Exercise

Planning future

Now imagine you are a user of the fictional package from the previous exercise. At home you have a two-CPU Mac computer, and at work you use a Linux cluster with two 16-CPU computers, called "oisin" and "oscar". Your job is to write a function for each of the hardware that calls freq_fapply() while taking advantage of all available CPUs. For the cluster, you set workers to a vector of computer names corresponding to the number of CPUs, i.e. 16 x "oisin" and 16 x "oscar". For a one-CPU environment, we have created a function fapply_seq().
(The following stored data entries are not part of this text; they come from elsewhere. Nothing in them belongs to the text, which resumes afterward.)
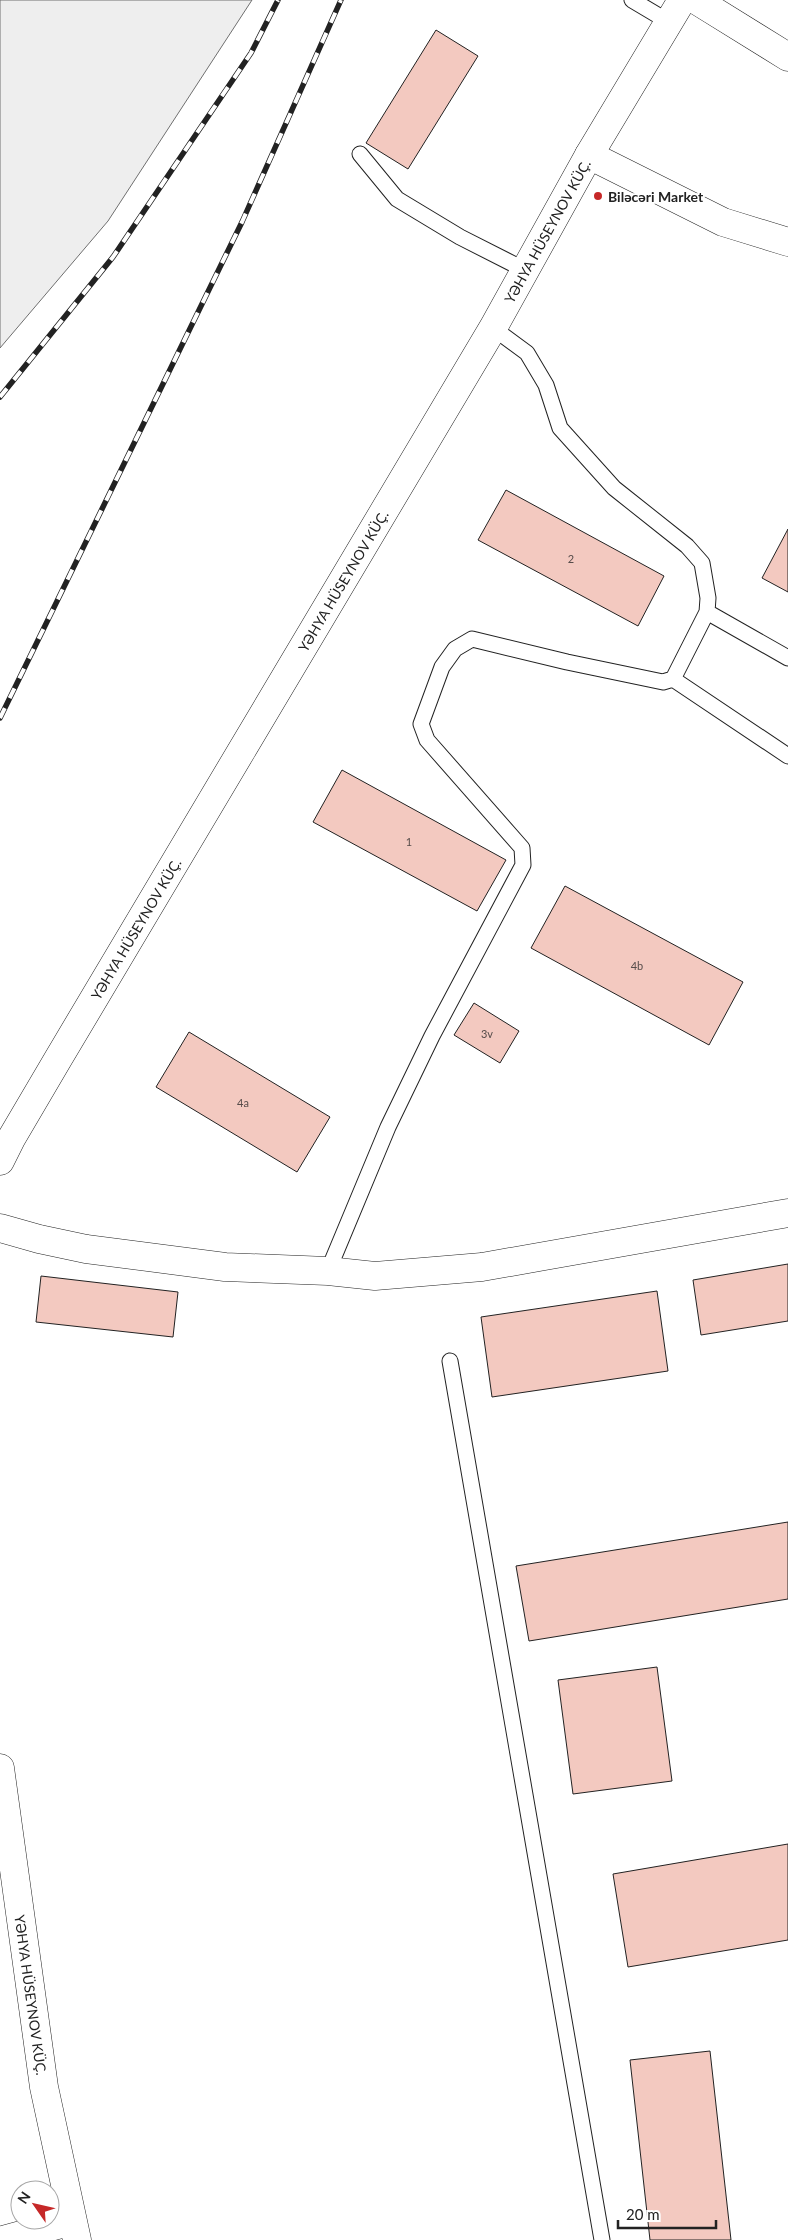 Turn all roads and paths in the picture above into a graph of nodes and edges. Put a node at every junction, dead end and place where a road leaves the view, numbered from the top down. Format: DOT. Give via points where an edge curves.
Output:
graph roads {
  1 [pos="632,0"];
  2 [pos="696,0"];
  3 [pos="675,11"];
  4 [pos="788,57"];
  5 [pos="360,154"];
  6 [pos="589,154"];
  7 [pos="788,242"];
  8 [pos="525,270"];
  9 [pos="493,328"];
  10 [pos="707,612"];
  11 [pos="788,658"];
  12 [pos="673,680"];
  13 [pos="788,756"];
  14 [pos="0,1161"];
  15 [pos="788,1212"];
  16 [pos="0,1228"];
  17 [pos="328,1271"];
  18 [pos="450,1361"];
  19 [pos="0,1768"];
  20 [pos="75,2230"];
  21 [pos="3,2240"];
  22 [pos="602,2240"];
  1 -- 3 [label="lane"];
  2 -- 4 [label="street"];
  3 -- 6 [label="street, YƏHYA HÜSEYNOV KÜÇ."];
  5 -- 8 [label="lane" via="397,199 460,237"];
  6 -- 7 [label="street" via="723,222"];
  6 -- 8 [label="street, YƏHYA HÜSEYNOV KÜÇ."];
  8 -- 9 [label="street, YƏHYA HÜSEYNOV KÜÇ."];
  9 -- 10 [label="lane" via="527,353 546,385 560,428 614,488 687,546 702,563"];
  9 -- 14 [label="street, YƏHYA HÜSEYNOV KÜÇ." via="58,1058"];
  10 -- 11 [label="lane"];
  10 -- 12 [label="lane"];
  12 -- 13 [label="lane"];
  12 -- 17 [label="lane" via="663,682 472,639 455,649 442,667 420,724 427,740 522,848 523,865 432,1036 388,1127"];
  15 -- 17 [label="street" via="482,1267 375,1276"];
  16 -- 17 [label="street" via="86,1249 225,1267"];
  18 -- 22 [label="lane"];
  19 -- 20 [label="street, YƏHYA HÜSEYNOV KÜÇ." via="44,2087"];
  20 -- 21 [label="street"];
}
All objects from the last exercise are loaded, including words and chars which the new functions assume to be global variables. Both functions will use ... and pass it to freq_fapply() for additional arguments.

Instructions

100 XP
  • For the Mac, write function fapply_mc() with arguments cores = 2 and .... The body is analogous to fapply_seq(); type fapply_seq to see the code. Here, use the multicore plan and pass cores into the workers argument of the plan function.
  • For the Linux cluster, write function fapply_cl() with arguments cores = NULL and .... Inside the function:
    • If cores is null, set it to a vector of default computer names c("oisin", "oscar") repeated 16 times as described above.
    • Use the cluster plan, while passing cores as the workers argument.